Moreover, he continued, “studies that have looked at occupational or nonrecreational activities in high-income countries haven’t really found a benefit of activities outside of recreational activities. A large part of that is because the people who go into these studies tend to have sit-down or sedentary jobs, whereas the reverse is true in low- and middle-income countries: a higher proportion of people there have jobs on their feet or moving about and they do very little recreational activity, either because they don’t have time or because they have used a lot of their energy working outside.”

These latest data from PURE were published online September 21, 2017, ahead of print in the Lancet.

The current PURE analysis looked at 130,843 individuals with no preexisting cardiovascular disease between the ages of 35 and 70 in 17 countries: three high-income countries, seven upper-middle-income countries, three lower-middle-income counties, and four low-income countries. Activity levels were assessed using the International Physical Activity Questionnaire (IPQA) and categorized as low (< 600 metabolic equivalents x minutes per week or less than 150 minutes per week of moderate-intensity physical activity), moderate (600-3000 MET × minutes or 150–750 minutes per week), and high (> 3000 MET × minutes or > 750 minutes per week).

Over a mean 6.9 years of follow-up, people in the moderate and high physical activity groups saw reductions in both overall mortality and major cardiovascular diseases events as compared with the low physical activity group. The more physical activity, the greater the benefits, up to approximately 3000 MET x minutes per week, with benefits attenuating somewhat above that level. Importantly, the benefits of increased physical activity were seen regardless of whether that activity was recreational.   

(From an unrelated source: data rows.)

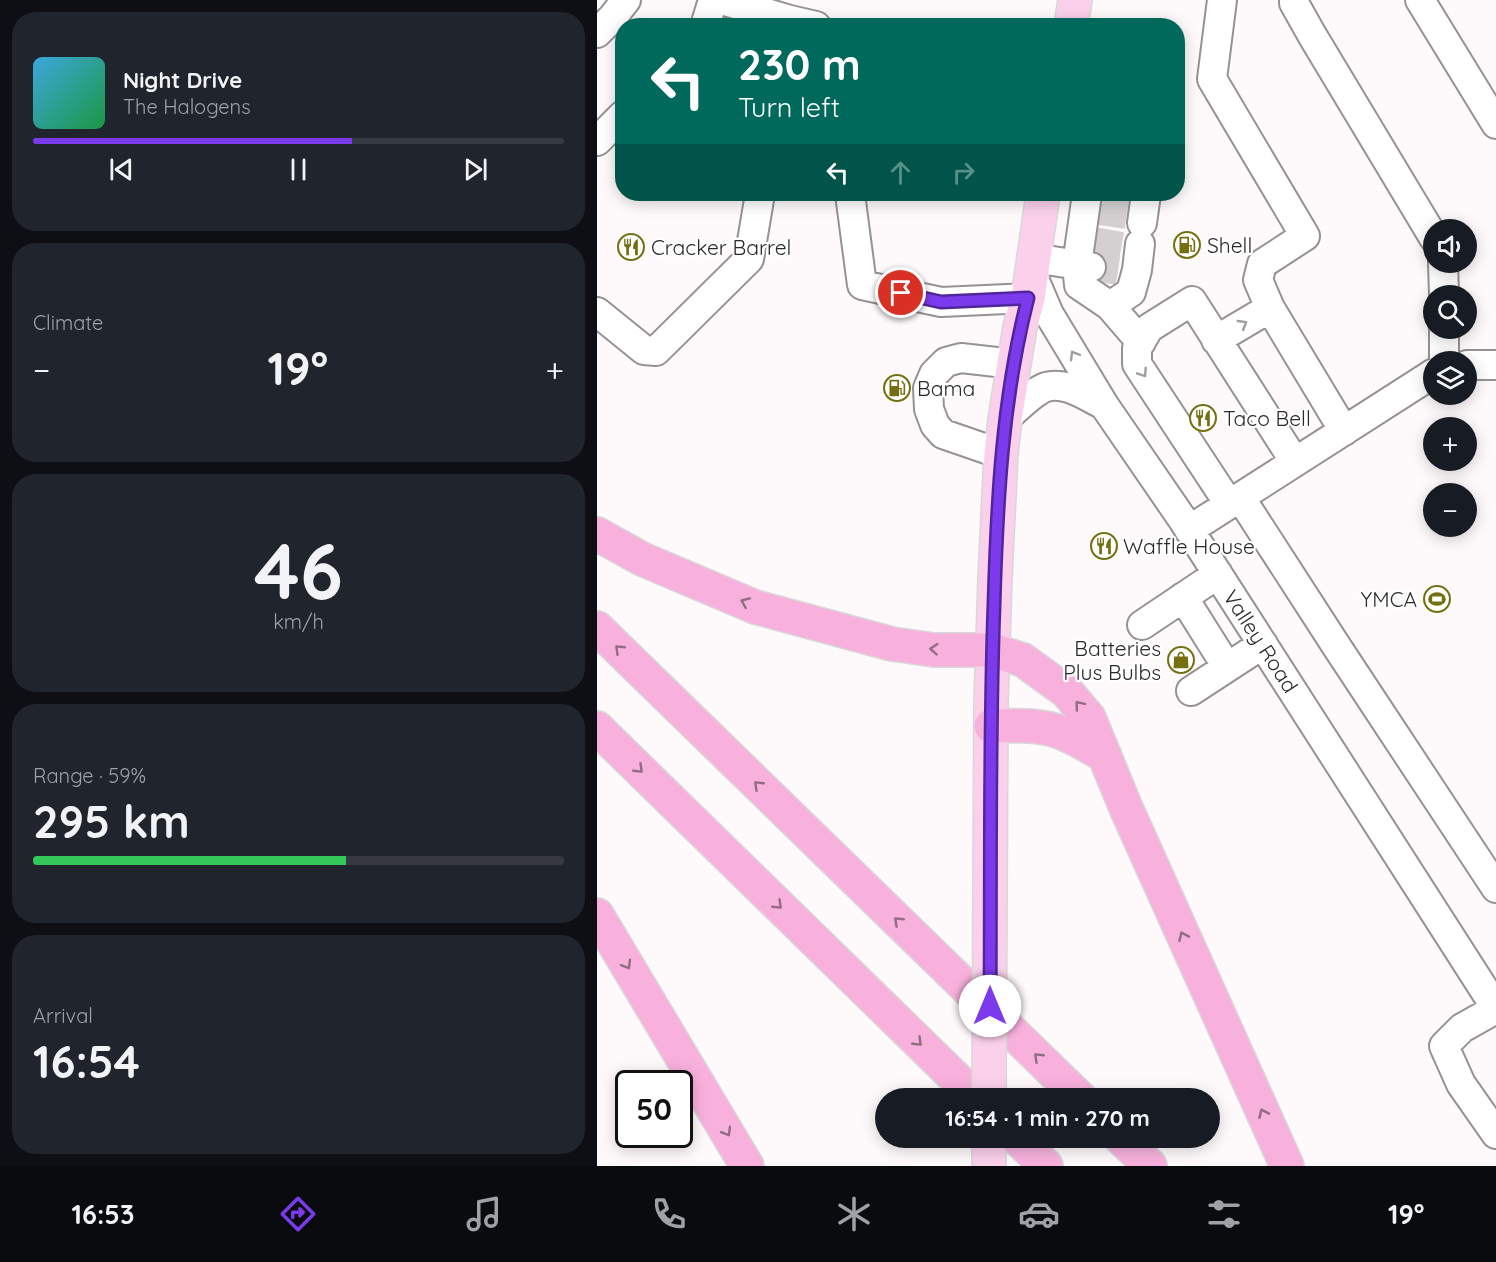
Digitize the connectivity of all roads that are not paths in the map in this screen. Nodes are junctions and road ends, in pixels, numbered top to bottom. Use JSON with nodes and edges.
{"nodes":[{"id":1,"x":625,"y":0,"type":"edge"},
{"id":2,"x":713,"y":0,"type":"edge"},
{"id":3,"x":722,"y":0,"type":"edge"},
{"id":4,"x":1222,"y":0,"type":"edge"},
{"id":5,"x":1294,"y":0,"type":"edge"},
{"id":6,"x":1420,"y":0,"type":"edge"},
{"id":7,"x":707,"y":18,"type":"edge"},
{"id":8,"x":797,"y":18,"type":"edge"},
{"id":9,"x":597,"y":33,"type":"edge"},
{"id":10,"x":615,"y":123,"type":"edge"},
{"id":11,"x":1496,"y":124,"type":"edge"},
{"id":12,"x":597,"y":141,"type":"edge"},
{"id":13,"x":757,"y":201,"type":"edge"},
{"id":14,"x":850,"y":201,"type":"edge"},
{"id":15,"x":1042,"y":201,"type":"edge"},
{"id":16,"x":1090,"y":205,"type":"edge"},
{"id":17,"x":1423,"y":220,"type":"edge"},
{"id":18,"x":1135,"y":237,"type":"edge"},
{"id":19,"x":1086,"y":253,"type":"junction"},
{"id":20,"x":1031,"y":276,"type":"junction"},
{"id":21,"x":1110,"y":306,"type":"junction"},
{"id":22,"x":1270,"y":308,"type":"junction"},
{"id":23,"x":597,"y":312,"type":"edge"},
{"id":24,"x":1216,"y":340,"type":"junction"},
{"id":25,"x":1141,"y":342,"type":"junction"},
{"id":26,"x":1014,"y":364,"type":"junction"},
{"id":27,"x":1496,"y":365,"type":"edge"},
{"id":28,"x":1477,"y":366,"type":"edge"},
{"id":29,"x":1423,"y":380,"type":"edge"},
{"id":30,"x":1104,"y":405,"type":"junction"},
{"id":31,"x":1005,"y":419,"type":"junction"},
{"id":32,"x":1344,"y":431,"type":"junction"},
{"id":33,"x":1001,"y":454,"type":"junction"},
{"id":34,"x":1295,"y":462,"type":"junction"},
{"id":35,"x":1235,"y":500,"type":"junction"},
{"id":36,"x":1189,"y":530,"type":"junction"},
{"id":37,"x":597,"y":534,"type":"edge"},
{"id":38,"x":1218,"y":574,"type":"junction"},
{"id":39,"x":1183,"y":597,"type":"junction"},
{"id":40,"x":1142,"y":625,"type":"dead end"},
{"id":41,"x":597,"y":628,"type":"edge"},
{"id":42,"x":1263,"y":645,"type":"junction"},
{"id":43,"x":992,"y":650,"type":"junction"},
{"id":44,"x":1227,"y":667,"type":"junction"},
{"id":45,"x":1191,"y":691,"type":"dead end"},
{"id":46,"x":991,"y":726,"type":"junction"},
{"id":47,"x":597,"y":728,"type":"edge"},
{"id":48,"x":1105,"y":756,"type":"junction"},
{"id":49,"x":1496,"y":888,"type":"edge"},
{"id":50,"x":597,"y":915,"type":"edge"},
{"id":51,"x":1496,"y":1009,"type":"edge"},
{"id":52,"x":966,"y":1088,"type":"edge"},
{"id":53,"x":989,"y":1088,"type":"edge"},
{"id":54,"x":1070,"y":1088,"type":"edge"},
{"id":55,"x":1496,"y":1134,"type":"edge"},
{"id":56,"x":989,"y":1148,"type":"edge"},
{"id":57,"x":1027,"y":1148,"type":"edge"},
{"id":58,"x":1131,"y":1148,"type":"edge"},
{"id":59,"x":747,"y":1166,"type":"edge"},
{"id":60,"x":989,"y":1166,"type":"edge"},
{"id":61,"x":1045,"y":1166,"type":"edge"},
{"id":62,"x":1150,"y":1166,"type":"edge"},
{"id":63,"x":1287,"y":1166,"type":"edge"}],
"edges":[{"from":1,"to":9,"type":"street"},
{"from":2,"to":7,"type":"street"},
{"from":3,"to":8,"type":"street"},
{"from":4,"to":22,"type":"street"},
{"from":5,"to":17,"type":"street"},
{"from":6,"to":11,"type":"street"},
{"from":10,"to":12,"type":"street"},
{"from":13,"to":23,"type":"street"},
{"from":14,"to":20,"type":"street"},
{"from":15,"to":20,"type":"main road"},
{"from":16,"to":19,"type":"street"},
{"from":18,"to":21,"type":"street"},
{"from":19,"to":20,"type":"street"},
{"from":19,"to":21,"type":"street"},
{"from":20,"to":26,"type":"main road"},
{"from":30,"to":20,"type":"street","name":"Valley Road","one_way":true},
{"from":21,"to":25,"type":"street"},
{"from":24,"to":22,"type":"street","one_way":true},
{"from":22,"to":32,"type":"street"},
{"from":24,"to":25,"type":"street"},
{"from":24,"to":34,"type":"street"},
{"from":25,"to":35,"type":"street","one_way":true},
{"from":26,"to":31,"type":"main road"},
{"from":26,"to":33,"type":"street"},
{"from":27,"to":28,"type":"street"},
{"from":29,"to":32,"type":"street"},
{"from":30,"to":31,"type":"street"},
{"from":30,"to":36,"type":"street","name":"Valley Road"},
{"from":31,"to":33,"type":"main road"},
{"from":32,"to":34,"type":"street"},
{"from":33,"to":43,"type":"main road"},
{"from":34,"to":35,"type":"street"},
{"from":35,"to":36,"type":"street"},
{"from":35,"to":49,"type":"street"},
{"from":36,"to":38,"type":"street","name":"Valley Road"},
{"from":43,"to":37,"type":"highway","one_way":true},
{"from":38,"to":39,"type":"street"},
{"from":38,"to":42,"type":"street","name":"Valley Road"},
{"from":39,"to":40,"type":"street"},
{"from":39,"to":44,"type":"street"},
{"from":54,"to":41,"type":"highway","one_way":true},
{"from":42,"to":44,"type":"street"},
{"from":42,"to":51,"type":"street","name":"Valley Road"},
{"from":43,"to":46,"type":"main road"},
{"from":48,"to":43,"type":"highway","one_way":true},
{"from":44,"to":45,"type":"street"},
{"from":46,"to":48,"type":"highway"},
{"from":46,"to":53,"type":"main road","bridge":true},
{"from":47,"to":52,"type":"highway","one_way":true},
{"from":63,"to":48,"type":"highway","one_way":true},
{"from":50,"to":59,"type":"highway","one_way":true},
{"from":51,"to":55,"type":"street"},
{"from":56,"to":60,"type":"main road"},
{"from":57,"to":61,"type":"highway"},
{"from":58,"to":62,"type":"highway"}]}
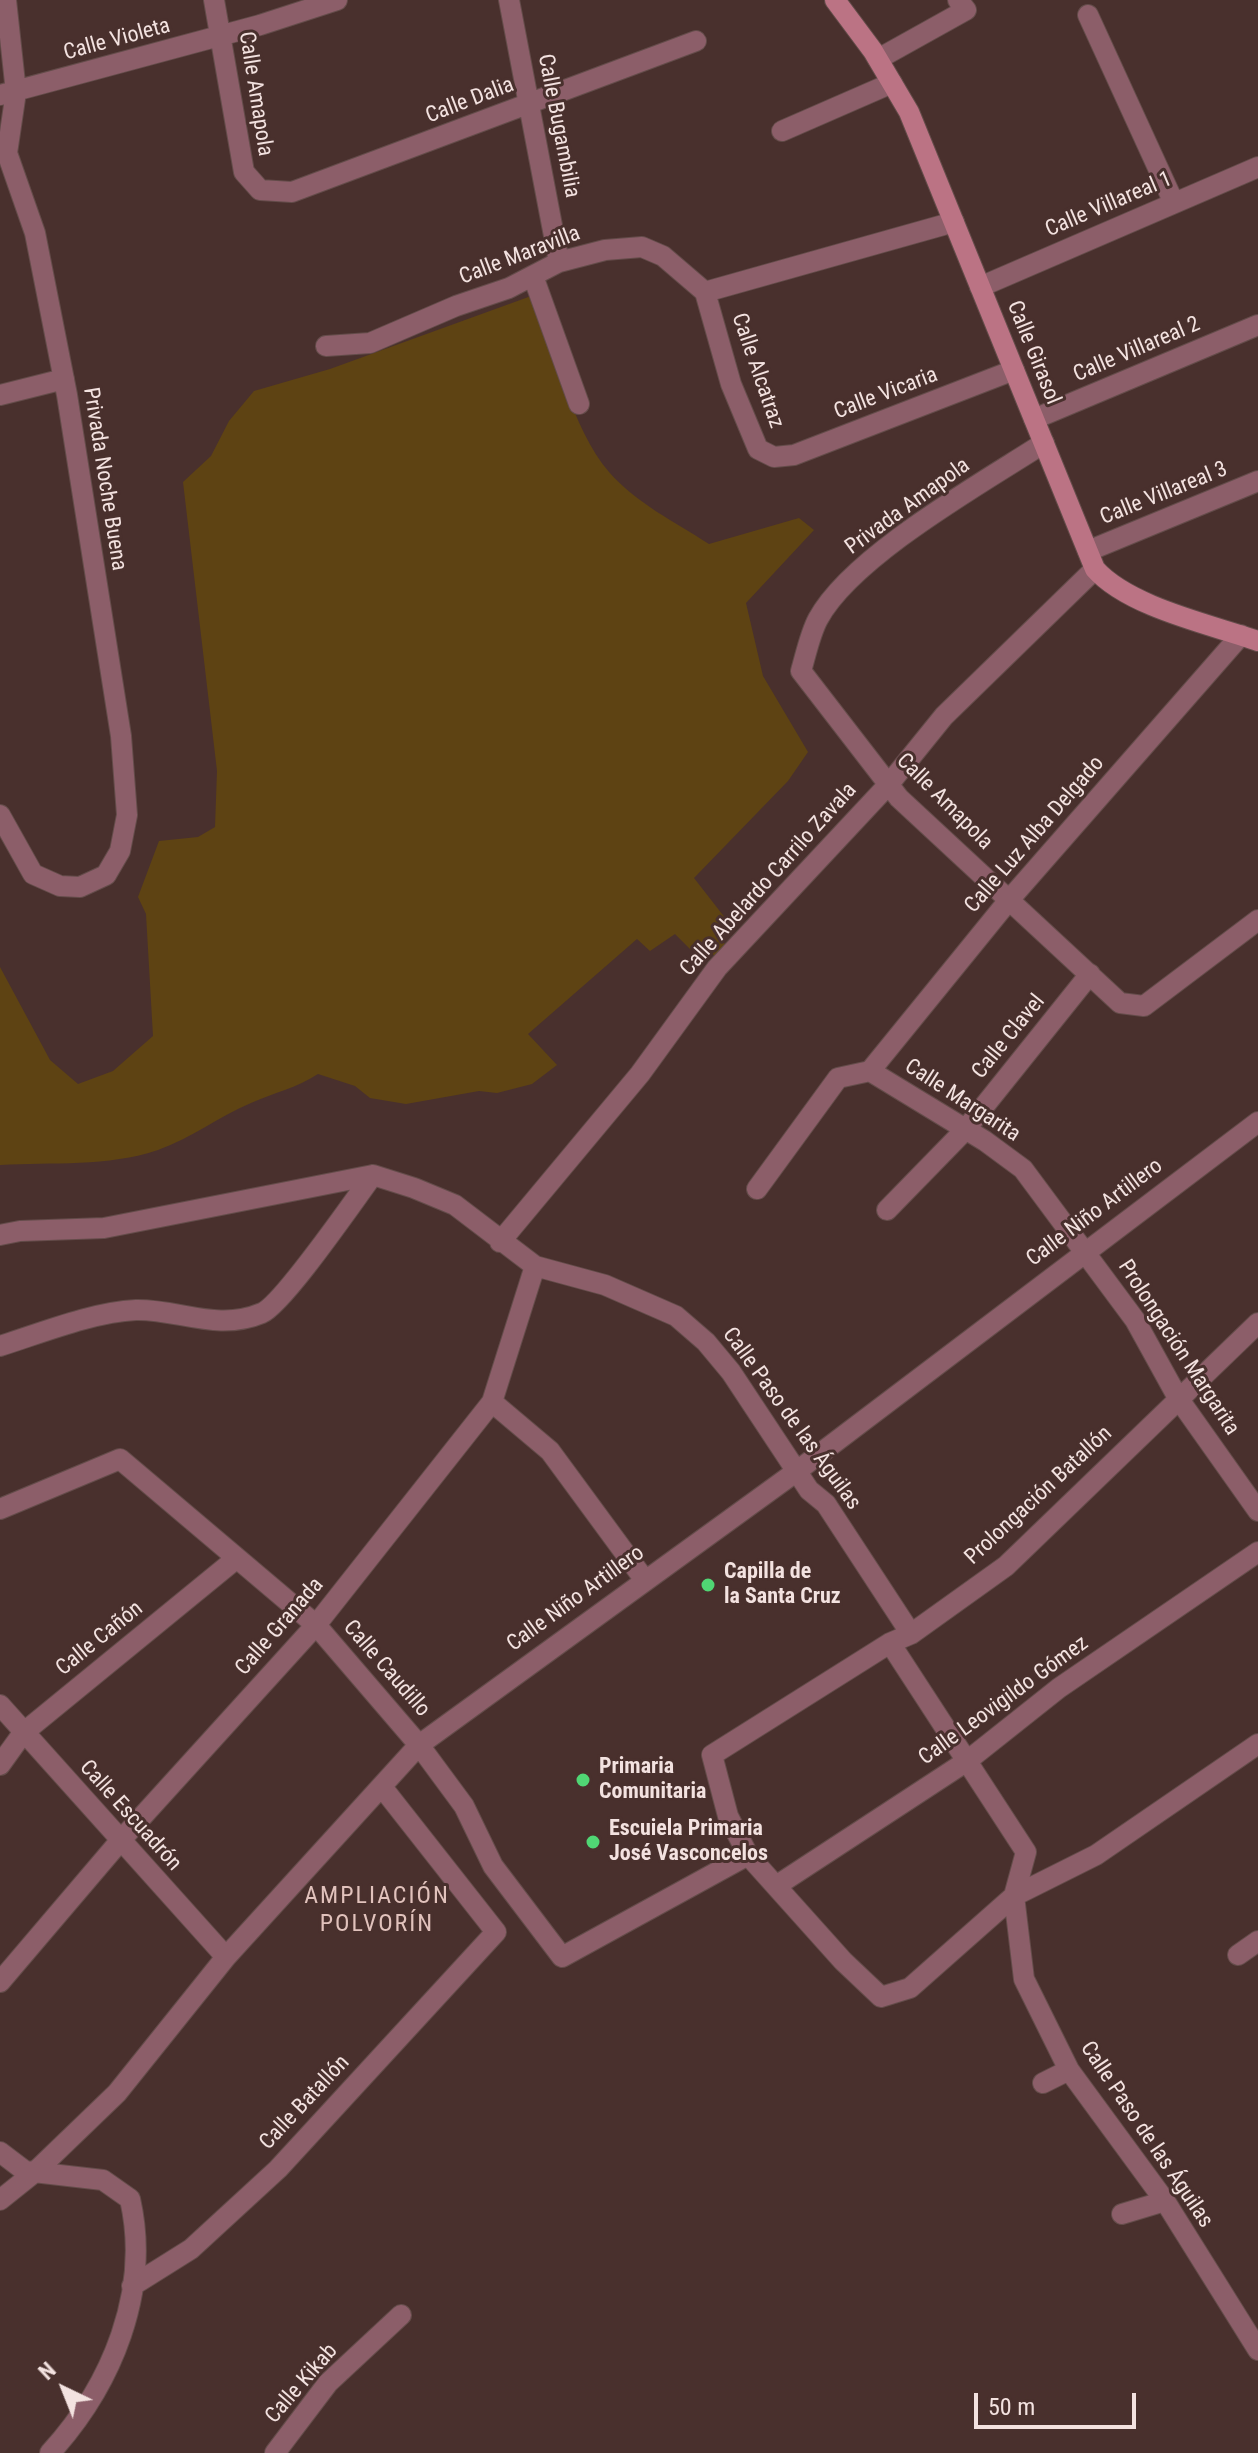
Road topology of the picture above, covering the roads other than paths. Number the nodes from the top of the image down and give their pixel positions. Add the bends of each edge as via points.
1 (6, 0) edge
2 (214, 0) edge
3 (337, 0) edge
4 (509, 0) edge
5 (835, 0) edge
6 (962, 5) edge
7 (1088, 15) dead end
8 (222, 36) junction
9 (696, 41) dead end
10 (878, 59) junction
11 (892, 83) junction
12 (8, 94) edge
13 (529, 103) junction
14 (782, 131) dead end
15 (1258, 167) edge
16 (260, 190) joint
17 (1174, 203) junction
18 (954, 222) junction
19 (559, 262) junction
20 (533, 276) junction
21 (980, 287) junction
22 (705, 292) junction
23 (1258, 325) edge
24 (326, 346) dead end
25 (1014, 370) junction
26 (64, 379) junction
27 (0, 395) edge
28 (579, 404) dead end
29 (1034, 419) junction
30 (1044, 443) junction
31 (774, 457) joint
32 (1258, 481) edge
33 (1091, 560) junction
34 (1249, 638) edge
35 (801, 671) joint
36 (889, 784) junction
37 (0, 815) edge
38 (1009, 900) junction
39 (1258, 920) edge
40 (1090, 974) junction
41 (870, 1071) junction
42 (1258, 1122) edge
43 (965, 1130) junction
44 (373, 1175) junction
45 (757, 1189) dead end
46 (887, 1210) dead end
47 (0, 1235) edge
48 (500, 1242) junction
49 (1085, 1250) junction
50 (535, 1266) junction
51 (1258, 1323) edge
52 (0, 1346) edge
53 (1178, 1398) junction
54 (492, 1402) junction
55 (797, 1471) junction
56 (0, 1509) edge
57 (1258, 1511) edge
58 (1258, 1552) edge
59 (237, 1558) junction
60 (644, 1579) junction
61 (316, 1625) junction
62 (911, 1634) junction
63 (890, 1643) junction
64 (0, 1705) edge
65 (23, 1733) junction
66 (1258, 1744) edge
67 (419, 1745) junction
68 (967, 1761) junction
69 (0, 1765) edge
70 (382, 1787) junction
71 (120, 1841) junction
72 (748, 1855) junction
73 (776, 1886) junction
74 (1014, 1896) junction
75 (1258, 1941) edge
76 (1238, 1955) dead end
77 (226, 1957) junction
78 (0, 1982) edge
79 (1069, 2070) junction
80 (1043, 2083) dead end
81 (0, 2152) edge
82 (35, 2172) junction
83 (0, 2200) edge
84 (1165, 2201) junction
85 (1122, 2214) dead end
86 (132, 2286) junction
87 (401, 2315) dead end
88 (1251, 2325) edge
89 (1258, 2350) edge
90 (50, 2453) edge
91 (275, 2453) edge

1 - 12 street, Privada Noche Buena
2 - 8 street, Calle Amapola
3 - 8 street, Calle Violeta
4 - 13 street, Calle Bugambilia
5 - 10 street, Calle Girasol
6 - 10 street
7 - 17 street
8 - 12 street, Calle Violeta
8 - 16 street, Calle Amapola via 244,172
9 - 13 street, Calle Dalia
10 - 11 street, Calle Girasol
11 - 14 street
11 - 18 street, Calle Girasol
12 - 26 street, Privada Noche Buena via 7,153 35,233
13 - 16 street, Calle Dalia via 292,192
13 - 19 street, Calle Bugambilia
15 - 17 street, Calle Villareal 1
17 - 21 street, Calle Villareal 1
18 - 21 street, Calle Girasol
18 - 22 street
19 - 20 street, Calle Maravilla
19 - 22 street, Calle Maravilla via 642,247 663,256
20 - 24 street, Calle Maravilla via 370,343
20 - 28 street
21 - 25 street, Calle Girasol
22 - 31 street, Calle Alcatraz via 731,384 758,449
23 - 29 street, Calle Villareal 2
25 - 29 street, Calle Girasol
25 - 31 street, Calle Vicaria via 794,455
26 - 27 street
26 - 37 street, Privada Noche Buena via 121,736 127,815 120,851 106,875 80,887 60,886 33,874
29 - 30 street, Calle Girasol
30 - 33 street, Calle Girasol
30 - 35 street, Privada Amapola via 916,527 844,583 818,619
32 - 33 street, Calle Villareal 3
33 - 34 street, Calle Girasol via 1107,583 1137,599
33 - 36 street, Calle Abelardo Carrilo Zavala via 944,716
34 - 38 street, Calle Luz Alba Delgado
35 - 36 street, Calle Amapola
36 - 38 street, Calle Amapola
36 - 48 street, Calle Abelardo Carrilo Zavala via 717,968 640,1074
38 - 40 street, Calle Amapola
38 - 41 street, Calle Luz Alba Delgado
39 - 40 street, Calle Amapola via 1144,1006 1120,1003
40 - 43 street, Calle Clavel
41 - 43 street, Calle Margarita
41 - 45 street via 838,1078
42 - 49 street, Calle Niño Artillero
43 - 46 street, Calle Clavel
43 - 49 street, Calle Margarita via 1023,1169
44 - 47 street via 104,1228
44 - 48 street, Calle Paso de las Águilas via 455,1205
44 - 52 street via 264,1312 210,1322 136,1310
48 - 50 street, Calle Paso de las Águilas
49 - 53 street, Prolongación Margarita via 1135,1320
49 - 55 street, Calle Niño Artillero
50 - 54 street, Calle Granada
50 - 55 street, Calle Paso de las Águilas via 605,1285 676,1316 731,1372
51 - 53 street, Prolongación Batallón
53 - 57 street, Prolongación Margarita
53 - 62 street, Prolongación Batallón via 1006,1566
54 - 60 street via 550,1451
54 - 61 street, Calle Granada
55 - 60 street, Calle Niño Artillero
55 - 62 street, Calle Paso de las Águilas via 826,1504
56 - 59 street, Calle Caudillo via 120,1459
58 - 68 street, Calle Leovigildo Gómez via 1059,1688
59 - 61 street, Calle Caudillo
59 - 65 street, Calle Cañón
60 - 67 street, Calle Niño Artillero
61 - 67 street, Calle Caudillo
61 - 71 street, Calle Granada
62 - 63 street, Prolongación Batallón
63 - 68 street, Calle Paso de las Águilas
63 - 72 street, Prolongación Batallón via 712,1755 728,1816
64 - 65 street, Calle Escuadrón
65 - 69 street, Calle Cañón
65 - 71 street, Calle Escuadrón
66 - 74 street via 1096,1855
67 - 70 street, Calle Niño Artillero
67 - 72 street, Calle Caudillo via 464,1806 493,1866 562,1957
68 - 73 street, Calle Leovigildo Gómez
68 - 74 street, Calle Paso de las Águilas via 1026,1852
70 - 77 street, Calle Niño Artillero
70 - 86 street, Calle Batallón via 496,1932 278,2169 191,2249
71 - 77 street, Calle Escuadrón
71 - 78 street, Calle Granada
72 - 73 street
73 - 74 street via 881,1997 910,1988
74 - 79 street, Calle Paso de las Águilas via 1024,1979
75 - 76 street
77 - 82 street, Calle Niño Artillero via 117,2093
79 - 80 street
79 - 84 street, Calle Paso de las Águilas
81 - 82 street via 25,2171
82 - 83 street, Calle Niño Artillero
82 - 86 street via 103,2180 130,2199 137,2229
84 - 85 street
84 - 88 street, Calle Paso de las Águilas
86 - 90 street via 113,2363
87 - 91 street, Calle Kikab via 328,2383
88 - 89 street, Calle Paso de las Águilas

Physical Activity Levels and Associated Events


Moderate vs Low Physical Activity

High vs Moderate Physical Activity

High vs Low Physical Activity

All-Cause Mortality or Major CVD

0.85 (0.80-0.91)

0.85 (0.80-0.90)

0.73 (0.68-0.77)

All-Cause Mortality

0.80 (0.74-0.87)

0.81 (0.75-0.87)

0.65 (0.60-0.71)

Major CVD

0.86 (0.78-0.93)

0.88 (0.82-0.94)

0.75 (0.69-0.82)

“I think this study demystifies physical activity,” Lear told TCTMD. “This suggests that it doesn’t need to be complicated. It can be activity of any type: vacuuming, walking to work, going to the gym. All of these count as activity, and so does walking or carrying loads while working. And all of these physical activity types are of benefit in reducing the risk of heart disease and premature death. That’s very enlightening, because we can break the myth that a lot of people [think] that they need to go to the gym, they have to work out, and physical activity costs money and takes time. Instead, we can see here that if we have physical activity as part of our lives, that’s beneficial and it’s a low-cost preventive strategy.”

The study did not address whether certain activities were more beneficial than others, he clarified. Nor did it look at whether certain types of activity were more beneficial in countries with a certain level of income versus another. What it did show, Lear stressed, is that physical activity of any sort had benefits across different economies and countries—that’s important as lower- and middle-income countries become more economically prosperous and jobs and activities potentially become more sedentary.

“This isn’t maybe the message that interventional cardiologists want to hear, but this shows that physical activity is a low-cost intervention that can perhaps keep people from having to see a cardiologist in the first place.”

  • Lear reports no relevant conflicts of interest.